Analysis and Detection of Differences in Spoken User Behaviors between Autonomous and Wizard-of-Oz Systems
Mikey Elmers, Koji Inoue, Divesh Lala, Keiko Ochi, Tatsuya Kawahara

TL;DR
This paper investigates behavioral differences in spoken interactions with autonomous versus operator-controlled robots, analyzing speech patterns and developing models to distinguish between the two conditions.
Contribution
It provides a comprehensive analysis of user speech behaviors and introduces predictive models that outperform baselines in identifying system autonomy.
Findings
Significant differences in speech metrics between conditions
Predictive models achieved higher accuracy and F1 scores
Behavioral markers can reliably distinguish autonomous from operator-controlled interactions
Abstract
This study examined users' behavioral differences in a large corpus of Japanese human-robot interactions, comparing interactions between a tele-operated robot and an autonomous dialogue system.

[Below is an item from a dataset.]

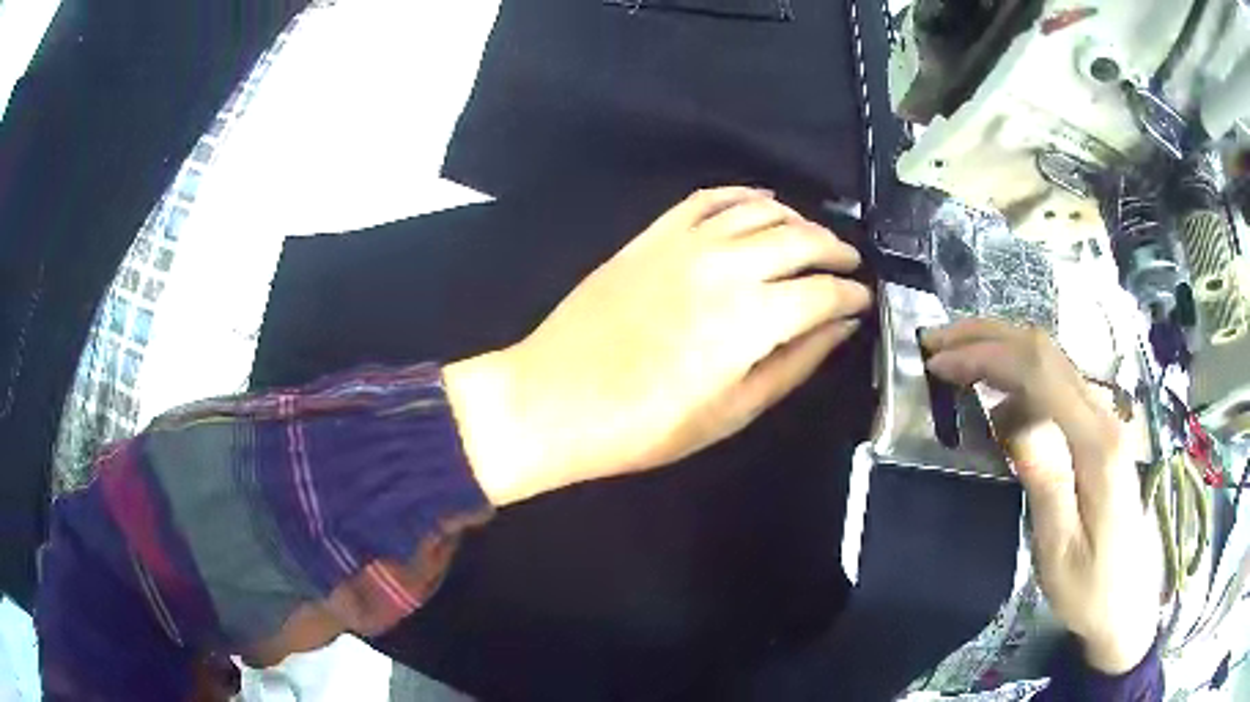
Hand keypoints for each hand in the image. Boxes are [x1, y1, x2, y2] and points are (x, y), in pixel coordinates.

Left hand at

We analyzed user spoken behaviors in both attentive listening and job interview dialogue scenarios. Results revealed significant differences in metrics such as speech length, speaking rate, fillers, backchannels, disfluencies, and laughter between operator-controlled and autonomous conditions. Furthermore, we developed predictive models to distinguish between operator and autonomous system conditions. Our models demonstrated higher accuracy and precision compared to the baseline model, with several models also achieving a higher F1 score than the baseline.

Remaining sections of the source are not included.